_Exercise directions_
Throughout the entries below, report every line where "Cilegon" is found.

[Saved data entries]

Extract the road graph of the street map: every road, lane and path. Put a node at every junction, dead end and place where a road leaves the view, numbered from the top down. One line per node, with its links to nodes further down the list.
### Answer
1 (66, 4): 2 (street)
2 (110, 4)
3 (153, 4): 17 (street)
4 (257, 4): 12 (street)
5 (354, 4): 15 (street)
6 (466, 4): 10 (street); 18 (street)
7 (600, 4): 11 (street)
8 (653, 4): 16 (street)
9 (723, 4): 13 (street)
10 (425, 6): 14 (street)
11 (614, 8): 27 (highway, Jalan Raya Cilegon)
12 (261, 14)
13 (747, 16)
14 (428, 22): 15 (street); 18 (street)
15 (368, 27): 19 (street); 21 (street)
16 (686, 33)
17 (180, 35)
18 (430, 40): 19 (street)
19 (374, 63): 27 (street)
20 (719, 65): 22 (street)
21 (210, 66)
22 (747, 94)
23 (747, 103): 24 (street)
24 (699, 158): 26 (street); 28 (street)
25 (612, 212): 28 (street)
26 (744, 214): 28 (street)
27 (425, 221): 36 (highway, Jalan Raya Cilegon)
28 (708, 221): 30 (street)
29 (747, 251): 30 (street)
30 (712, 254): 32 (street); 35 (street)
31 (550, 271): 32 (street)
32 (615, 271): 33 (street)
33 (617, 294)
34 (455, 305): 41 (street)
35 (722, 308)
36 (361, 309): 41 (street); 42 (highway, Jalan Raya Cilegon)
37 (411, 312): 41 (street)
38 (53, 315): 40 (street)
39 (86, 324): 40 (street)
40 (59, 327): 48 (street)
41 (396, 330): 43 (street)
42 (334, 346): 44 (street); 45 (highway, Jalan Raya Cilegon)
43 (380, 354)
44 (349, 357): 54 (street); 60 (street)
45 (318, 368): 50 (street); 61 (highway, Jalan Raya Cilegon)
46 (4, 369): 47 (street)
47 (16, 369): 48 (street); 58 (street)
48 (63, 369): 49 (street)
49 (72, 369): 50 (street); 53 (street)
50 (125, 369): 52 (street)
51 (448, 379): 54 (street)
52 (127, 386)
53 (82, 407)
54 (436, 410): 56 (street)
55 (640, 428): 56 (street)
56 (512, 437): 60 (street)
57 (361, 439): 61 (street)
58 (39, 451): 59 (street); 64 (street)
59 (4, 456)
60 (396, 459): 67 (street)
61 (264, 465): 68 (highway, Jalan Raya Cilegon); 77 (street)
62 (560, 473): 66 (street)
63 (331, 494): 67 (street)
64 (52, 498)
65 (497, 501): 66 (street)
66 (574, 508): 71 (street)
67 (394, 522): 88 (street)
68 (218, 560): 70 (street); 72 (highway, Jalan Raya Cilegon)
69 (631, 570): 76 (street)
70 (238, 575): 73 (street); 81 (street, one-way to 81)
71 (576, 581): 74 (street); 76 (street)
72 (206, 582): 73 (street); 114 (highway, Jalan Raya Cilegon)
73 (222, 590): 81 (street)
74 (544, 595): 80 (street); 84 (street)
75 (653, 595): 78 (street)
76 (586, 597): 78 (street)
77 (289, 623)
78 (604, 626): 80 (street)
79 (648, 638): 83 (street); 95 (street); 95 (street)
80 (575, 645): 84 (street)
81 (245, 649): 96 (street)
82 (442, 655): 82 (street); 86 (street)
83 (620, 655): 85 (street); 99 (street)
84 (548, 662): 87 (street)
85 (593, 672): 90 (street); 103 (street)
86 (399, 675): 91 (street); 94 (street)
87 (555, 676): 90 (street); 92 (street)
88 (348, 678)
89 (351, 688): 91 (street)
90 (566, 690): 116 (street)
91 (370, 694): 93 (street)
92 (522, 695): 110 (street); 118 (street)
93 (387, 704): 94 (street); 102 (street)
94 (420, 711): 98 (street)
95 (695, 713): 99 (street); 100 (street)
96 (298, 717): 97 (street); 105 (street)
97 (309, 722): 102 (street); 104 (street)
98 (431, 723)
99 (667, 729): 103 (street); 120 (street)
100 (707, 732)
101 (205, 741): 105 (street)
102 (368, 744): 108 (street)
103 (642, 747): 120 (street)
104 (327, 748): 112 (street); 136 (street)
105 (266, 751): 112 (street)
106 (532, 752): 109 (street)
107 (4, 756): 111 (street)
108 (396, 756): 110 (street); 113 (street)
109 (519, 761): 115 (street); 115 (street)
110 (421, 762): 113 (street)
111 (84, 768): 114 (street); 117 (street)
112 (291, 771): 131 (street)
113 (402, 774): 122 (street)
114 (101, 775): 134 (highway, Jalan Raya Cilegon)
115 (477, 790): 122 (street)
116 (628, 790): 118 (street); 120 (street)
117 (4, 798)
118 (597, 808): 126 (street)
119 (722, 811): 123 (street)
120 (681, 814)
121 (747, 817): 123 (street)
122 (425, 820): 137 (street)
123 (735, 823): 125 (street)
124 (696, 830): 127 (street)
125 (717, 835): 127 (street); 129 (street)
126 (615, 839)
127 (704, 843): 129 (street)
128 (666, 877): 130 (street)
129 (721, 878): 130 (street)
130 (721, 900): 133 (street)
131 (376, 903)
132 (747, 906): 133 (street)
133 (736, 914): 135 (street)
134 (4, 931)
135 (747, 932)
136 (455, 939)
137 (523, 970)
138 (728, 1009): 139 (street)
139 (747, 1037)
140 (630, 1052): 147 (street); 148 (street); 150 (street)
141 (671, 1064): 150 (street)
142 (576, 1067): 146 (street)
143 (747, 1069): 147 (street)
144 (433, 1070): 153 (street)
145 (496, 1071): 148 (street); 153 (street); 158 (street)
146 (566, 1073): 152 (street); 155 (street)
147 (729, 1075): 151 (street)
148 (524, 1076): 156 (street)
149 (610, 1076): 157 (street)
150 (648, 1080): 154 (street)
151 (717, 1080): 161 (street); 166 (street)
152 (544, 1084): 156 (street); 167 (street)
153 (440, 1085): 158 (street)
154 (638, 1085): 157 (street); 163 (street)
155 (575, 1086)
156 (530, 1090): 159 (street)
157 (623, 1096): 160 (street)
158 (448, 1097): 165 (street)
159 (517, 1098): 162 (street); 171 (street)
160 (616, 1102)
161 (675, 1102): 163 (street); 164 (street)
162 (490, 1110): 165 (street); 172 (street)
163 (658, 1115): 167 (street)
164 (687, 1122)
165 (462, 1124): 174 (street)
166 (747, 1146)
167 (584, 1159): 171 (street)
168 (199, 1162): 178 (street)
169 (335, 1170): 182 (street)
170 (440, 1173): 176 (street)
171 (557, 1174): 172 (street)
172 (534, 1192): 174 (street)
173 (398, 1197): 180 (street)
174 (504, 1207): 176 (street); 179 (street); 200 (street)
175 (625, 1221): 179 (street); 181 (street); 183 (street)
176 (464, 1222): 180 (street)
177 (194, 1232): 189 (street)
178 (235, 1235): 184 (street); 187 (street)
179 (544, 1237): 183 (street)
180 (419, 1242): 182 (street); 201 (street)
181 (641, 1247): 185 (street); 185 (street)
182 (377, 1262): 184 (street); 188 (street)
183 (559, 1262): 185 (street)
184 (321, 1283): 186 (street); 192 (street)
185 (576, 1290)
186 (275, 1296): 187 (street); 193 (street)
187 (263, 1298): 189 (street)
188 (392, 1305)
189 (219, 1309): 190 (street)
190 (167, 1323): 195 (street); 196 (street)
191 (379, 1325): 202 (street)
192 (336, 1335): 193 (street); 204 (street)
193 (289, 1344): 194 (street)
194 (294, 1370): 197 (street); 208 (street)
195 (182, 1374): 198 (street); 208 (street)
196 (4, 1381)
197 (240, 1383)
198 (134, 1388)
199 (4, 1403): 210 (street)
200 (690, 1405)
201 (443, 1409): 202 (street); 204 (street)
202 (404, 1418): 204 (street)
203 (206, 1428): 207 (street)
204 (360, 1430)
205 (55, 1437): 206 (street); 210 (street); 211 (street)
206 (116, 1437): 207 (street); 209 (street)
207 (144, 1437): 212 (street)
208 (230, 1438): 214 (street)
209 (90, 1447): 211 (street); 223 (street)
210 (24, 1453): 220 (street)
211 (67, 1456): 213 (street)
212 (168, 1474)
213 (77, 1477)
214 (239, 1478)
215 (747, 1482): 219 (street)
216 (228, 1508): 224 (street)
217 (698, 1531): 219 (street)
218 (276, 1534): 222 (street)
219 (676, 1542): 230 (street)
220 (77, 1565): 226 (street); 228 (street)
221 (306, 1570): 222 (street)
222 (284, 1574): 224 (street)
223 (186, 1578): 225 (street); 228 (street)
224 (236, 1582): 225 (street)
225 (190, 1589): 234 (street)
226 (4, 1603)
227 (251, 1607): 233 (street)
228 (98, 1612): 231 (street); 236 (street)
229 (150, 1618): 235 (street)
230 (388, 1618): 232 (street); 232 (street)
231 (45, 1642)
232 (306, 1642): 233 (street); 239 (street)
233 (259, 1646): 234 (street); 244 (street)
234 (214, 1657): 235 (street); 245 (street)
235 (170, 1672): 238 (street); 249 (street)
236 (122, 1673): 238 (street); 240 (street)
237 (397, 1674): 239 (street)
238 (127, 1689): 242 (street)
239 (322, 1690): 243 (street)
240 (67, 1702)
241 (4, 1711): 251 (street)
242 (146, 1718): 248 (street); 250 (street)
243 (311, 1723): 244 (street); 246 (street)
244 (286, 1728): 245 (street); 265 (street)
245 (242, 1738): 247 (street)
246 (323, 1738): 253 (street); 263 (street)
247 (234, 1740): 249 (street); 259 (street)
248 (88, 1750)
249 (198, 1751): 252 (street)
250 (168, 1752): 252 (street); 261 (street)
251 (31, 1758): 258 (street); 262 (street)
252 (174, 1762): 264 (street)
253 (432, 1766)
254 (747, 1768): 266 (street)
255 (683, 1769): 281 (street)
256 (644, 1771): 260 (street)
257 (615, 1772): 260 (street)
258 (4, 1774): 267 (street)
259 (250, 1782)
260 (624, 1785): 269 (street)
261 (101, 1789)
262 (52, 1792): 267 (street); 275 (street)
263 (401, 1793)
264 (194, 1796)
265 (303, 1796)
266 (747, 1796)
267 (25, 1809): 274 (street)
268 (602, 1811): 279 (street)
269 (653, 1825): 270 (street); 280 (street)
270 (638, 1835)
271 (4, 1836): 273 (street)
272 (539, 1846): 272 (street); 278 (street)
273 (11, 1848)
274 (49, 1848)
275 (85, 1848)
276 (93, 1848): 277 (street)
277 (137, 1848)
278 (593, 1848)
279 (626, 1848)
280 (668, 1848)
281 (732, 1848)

_Solution for this task_
11 (614, 8): 27 (highway, Jalan Raya Cilegon)
27 (425, 221): 36 (highway, Jalan Raya Cilegon)
36 (361, 309): 41 (street); 42 (highway, Jalan Raya Cilegon)
42 (334, 346): 44 (street); 45 (highway, Jalan Raya Cilegon)
45 (318, 368): 50 (street); 61 (highway, Jalan Raya Cilegon)
61 (264, 465): 68 (highway, Jalan Raya Cilegon); 77 (street)
68 (218, 560): 70 (street); 72 (highway, Jalan Raya Cilegon)
72 (206, 582): 73 (street); 114 (highway, Jalan Raya Cilegon)
114 (101, 775): 134 (highway, Jalan Raya Cilegon)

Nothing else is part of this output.